Brief –
Type the entries out once more. Match them exactly.

Exercise materials –

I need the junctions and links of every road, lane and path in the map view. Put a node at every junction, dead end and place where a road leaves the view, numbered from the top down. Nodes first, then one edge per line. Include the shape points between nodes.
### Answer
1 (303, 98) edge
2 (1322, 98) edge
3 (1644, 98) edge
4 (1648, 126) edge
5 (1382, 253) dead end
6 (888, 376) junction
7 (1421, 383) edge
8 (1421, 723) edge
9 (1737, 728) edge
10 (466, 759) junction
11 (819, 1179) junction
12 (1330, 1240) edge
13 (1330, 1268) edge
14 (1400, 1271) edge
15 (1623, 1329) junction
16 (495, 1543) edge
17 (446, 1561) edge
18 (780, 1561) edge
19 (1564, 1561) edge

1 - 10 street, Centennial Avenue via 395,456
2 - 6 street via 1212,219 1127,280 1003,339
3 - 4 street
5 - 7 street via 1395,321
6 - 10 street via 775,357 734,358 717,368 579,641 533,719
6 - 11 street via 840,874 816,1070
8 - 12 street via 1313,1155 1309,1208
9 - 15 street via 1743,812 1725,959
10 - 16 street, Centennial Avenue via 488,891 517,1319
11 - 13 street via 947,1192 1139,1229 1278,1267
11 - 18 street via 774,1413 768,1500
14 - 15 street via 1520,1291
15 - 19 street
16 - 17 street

Exercise response –
I need the junctions and links of every road, lane and path in the map view. Put a node at every junction, dead end and place where a road leaves the view, numbered from the top down. Nodes first, then one edge per line. Include the shape points between nodes.
### Answer
1 (303, 98) edge
2 (1322, 98) edge
3 (1644, 98) edge
4 (1648, 126) edge
5 (1382, 253) dead end
6 (888, 376) junction
7 (1421, 383) edge
8 (1421, 723) edge
9 (1737, 728) edge
10 (466, 759) junction
11 (819, 1179) junction
12 (1330, 1240) edge
13 (1330, 1268) edge
14 (1400, 1271) edge
15 (1623, 1329) junction
16 (495, 1543) edge
17 (446, 1561) edge
18 (780, 1561) edge
19 (1564, 1561) edge

1 - 10 street, Centennial Avenue via 395,456
2 - 6 street via 1212,219 1127,280 1003,339
3 - 4 street
5 - 7 street via 1395,321
6 - 10 street via 775,357 734,358 717,368 579,641 533,719
6 - 11 street via 840,874 816,1070
8 - 12 street via 1313,1155 1309,1208
9 - 15 street via 1743,812 1725,959
10 - 16 street, Centennial Avenue via 488,891 517,1319
11 - 13 street via 947,1192 1139,1229 1278,1267
11 - 18 street via 774,1413 768,1500
14 - 15 street via 1520,1291
15 - 19 street
16 - 17 street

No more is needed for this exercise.